Exact repetition of the data below is required.

───── Data records ─────

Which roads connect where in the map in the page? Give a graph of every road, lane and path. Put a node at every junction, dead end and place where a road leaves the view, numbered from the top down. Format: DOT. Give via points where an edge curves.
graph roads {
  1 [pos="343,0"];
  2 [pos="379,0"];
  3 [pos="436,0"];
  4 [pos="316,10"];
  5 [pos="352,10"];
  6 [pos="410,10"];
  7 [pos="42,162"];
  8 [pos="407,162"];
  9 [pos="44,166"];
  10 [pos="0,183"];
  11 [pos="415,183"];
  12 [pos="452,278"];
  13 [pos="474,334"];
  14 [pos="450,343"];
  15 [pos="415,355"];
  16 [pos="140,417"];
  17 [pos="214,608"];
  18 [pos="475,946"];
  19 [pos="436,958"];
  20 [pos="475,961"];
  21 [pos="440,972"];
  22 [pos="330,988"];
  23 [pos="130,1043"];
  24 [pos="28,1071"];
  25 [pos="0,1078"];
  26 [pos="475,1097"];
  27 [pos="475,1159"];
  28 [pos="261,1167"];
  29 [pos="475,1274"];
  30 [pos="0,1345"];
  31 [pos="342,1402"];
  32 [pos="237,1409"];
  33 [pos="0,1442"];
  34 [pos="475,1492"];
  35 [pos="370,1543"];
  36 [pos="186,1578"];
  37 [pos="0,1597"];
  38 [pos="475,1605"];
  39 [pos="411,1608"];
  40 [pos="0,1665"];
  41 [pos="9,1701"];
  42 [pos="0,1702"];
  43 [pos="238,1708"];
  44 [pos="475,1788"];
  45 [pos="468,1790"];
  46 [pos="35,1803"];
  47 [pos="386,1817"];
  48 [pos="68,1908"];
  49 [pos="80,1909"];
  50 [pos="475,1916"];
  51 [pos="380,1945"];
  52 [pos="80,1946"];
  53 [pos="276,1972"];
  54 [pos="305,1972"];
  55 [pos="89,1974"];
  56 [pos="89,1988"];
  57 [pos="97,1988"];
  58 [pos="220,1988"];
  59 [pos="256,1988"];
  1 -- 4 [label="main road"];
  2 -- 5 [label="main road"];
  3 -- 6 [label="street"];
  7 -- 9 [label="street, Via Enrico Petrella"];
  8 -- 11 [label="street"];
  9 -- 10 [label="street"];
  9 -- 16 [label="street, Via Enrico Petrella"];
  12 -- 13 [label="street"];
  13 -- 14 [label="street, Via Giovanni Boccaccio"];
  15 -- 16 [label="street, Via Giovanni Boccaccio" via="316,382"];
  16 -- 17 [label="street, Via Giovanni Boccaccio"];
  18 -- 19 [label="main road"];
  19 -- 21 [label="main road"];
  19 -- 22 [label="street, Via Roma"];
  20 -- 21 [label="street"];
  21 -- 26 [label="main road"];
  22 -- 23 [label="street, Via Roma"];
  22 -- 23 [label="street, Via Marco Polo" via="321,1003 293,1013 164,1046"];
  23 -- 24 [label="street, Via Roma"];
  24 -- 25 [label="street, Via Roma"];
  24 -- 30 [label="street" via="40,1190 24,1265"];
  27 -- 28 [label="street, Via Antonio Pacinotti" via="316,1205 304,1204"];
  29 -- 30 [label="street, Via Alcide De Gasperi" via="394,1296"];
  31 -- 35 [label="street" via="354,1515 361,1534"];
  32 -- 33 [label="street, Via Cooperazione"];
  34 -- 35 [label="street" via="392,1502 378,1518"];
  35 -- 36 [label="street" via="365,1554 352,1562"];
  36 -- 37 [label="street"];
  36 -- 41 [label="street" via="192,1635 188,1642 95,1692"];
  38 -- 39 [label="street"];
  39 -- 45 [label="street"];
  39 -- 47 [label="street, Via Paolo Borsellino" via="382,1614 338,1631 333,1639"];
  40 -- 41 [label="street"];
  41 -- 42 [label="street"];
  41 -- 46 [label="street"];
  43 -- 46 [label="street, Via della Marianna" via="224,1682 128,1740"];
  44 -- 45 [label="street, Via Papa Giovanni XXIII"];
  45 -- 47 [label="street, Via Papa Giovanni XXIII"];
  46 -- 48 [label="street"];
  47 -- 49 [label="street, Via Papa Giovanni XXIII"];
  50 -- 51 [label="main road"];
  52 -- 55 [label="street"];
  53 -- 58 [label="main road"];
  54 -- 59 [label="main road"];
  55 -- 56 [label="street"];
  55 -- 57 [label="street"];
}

─────

> [Problem solution]:
Which roads connect where in the map in the page? Give a graph of every road, lane and path. Put a node at every junction, dead end and place where a road leaves the view, numbered from the top down. Format: DOT. Give via points where an edge curves.
graph roads {
  1 [pos="343,0"];
  2 [pos="379,0"];
  3 [pos="436,0"];
  4 [pos="316,10"];
  5 [pos="352,10"];
  6 [pos="410,10"];
  7 [pos="42,162"];
  8 [pos="407,162"];
  9 [pos="44,166"];
  10 [pos="0,183"];
  11 [pos="415,183"];
  12 [pos="452,278"];
  13 [pos="474,334"];
  14 [pos="450,343"];
  15 [pos="415,355"];
  16 [pos="140,417"];
  17 [pos="214,608"];
  18 [pos="475,946"];
  19 [pos="436,958"];
  20 [pos="475,961"];
  21 [pos="440,972"];
  22 [pos="330,988"];
  23 [pos="130,1043"];
  24 [pos="28,1071"];
  25 [pos="0,1078"];
  26 [pos="475,1097"];
  27 [pos="475,1159"];
  28 [pos="261,1167"];
  29 [pos="475,1274"];
  30 [pos="0,1345"];
  31 [pos="342,1402"];
  32 [pos="237,1409"];
  33 [pos="0,1442"];
  34 [pos="475,1492"];
  35 [pos="370,1543"];
  36 [pos="186,1578"];
  37 [pos="0,1597"];
  38 [pos="475,1605"];
  39 [pos="411,1608"];
  40 [pos="0,1665"];
  41 [pos="9,1701"];
  42 [pos="0,1702"];
  43 [pos="238,1708"];
  44 [pos="475,1788"];
  45 [pos="468,1790"];
  46 [pos="35,1803"];
  47 [pos="386,1817"];
  48 [pos="68,1908"];
  49 [pos="80,1909"];
  50 [pos="475,1916"];
  51 [pos="380,1945"];
  52 [pos="80,1946"];
  53 [pos="276,1972"];
  54 [pos="305,1972"];
  55 [pos="89,1974"];
  56 [pos="89,1988"];
  57 [pos="97,1988"];
  58 [pos="220,1988"];
  59 [pos="256,1988"];
  1 -- 4 [label="main road"];
  2 -- 5 [label="main road"];
  3 -- 6 [label="street"];
  7 -- 9 [label="street, Via Enrico Petrella"];
  8 -- 11 [label="street"];
  9 -- 10 [label="street"];
  9 -- 16 [label="street, Via Enrico Petrella"];
  12 -- 13 [label="street"];
  13 -- 14 [label="street, Via Giovanni Boccaccio"];
  15 -- 16 [label="street, Via Giovanni Boccaccio" via="316,382"];
  16 -- 17 [label="street, Via Giovanni Boccaccio"];
  18 -- 19 [label="main road"];
  19 -- 21 [label="main road"];
  19 -- 22 [label="street, Via Roma"];
  20 -- 21 [label="street"];
  21 -- 26 [label="main road"];
  22 -- 23 [label="street, Via Roma"];
  22 -- 23 [label="street, Via Marco Polo" via="321,1003 293,1013 164,1046"];
  23 -- 24 [label="street, Via Roma"];
  24 -- 25 [label="street, Via Roma"];
  24 -- 30 [label="street" via="40,1190 24,1265"];
  27 -- 28 [label="street, Via Antonio Pacinotti" via="316,1205 304,1204"];
  29 -- 30 [label="street, Via Alcide De Gasperi" via="394,1296"];
  31 -- 35 [label="street" via="354,1515 361,1534"];
  32 -- 33 [label="street, Via Cooperazione"];
  34 -- 35 [label="street" via="392,1502 378,1518"];
  35 -- 36 [label="street" via="365,1554 352,1562"];
  36 -- 37 [label="street"];
  36 -- 41 [label="street" via="192,1635 188,1642 95,1692"];
  38 -- 39 [label="street"];
  39 -- 45 [label="street"];
  39 -- 47 [label="street, Via Paolo Borsellino" via="382,1614 338,1631 333,1639"];
  40 -- 41 [label="street"];
  41 -- 42 [label="street"];
  41 -- 46 [label="street"];
  43 -- 46 [label="street, Via della Marianna" via="224,1682 128,1740"];
  44 -- 45 [label="street, Via Papa Giovanni XXIII"];
  45 -- 47 [label="street, Via Papa Giovanni XXIII"];
  46 -- 48 [label="street"];
  47 -- 49 [label="street, Via Papa Giovanni XXIII"];
  50 -- 51 [label="main road"];
  52 -- 55 [label="street"];
  53 -- 58 [label="main road"];
  54 -- 59 [label="main road"];
  55 -- 56 [label="street"];
  55 -- 57 [label="street"];
}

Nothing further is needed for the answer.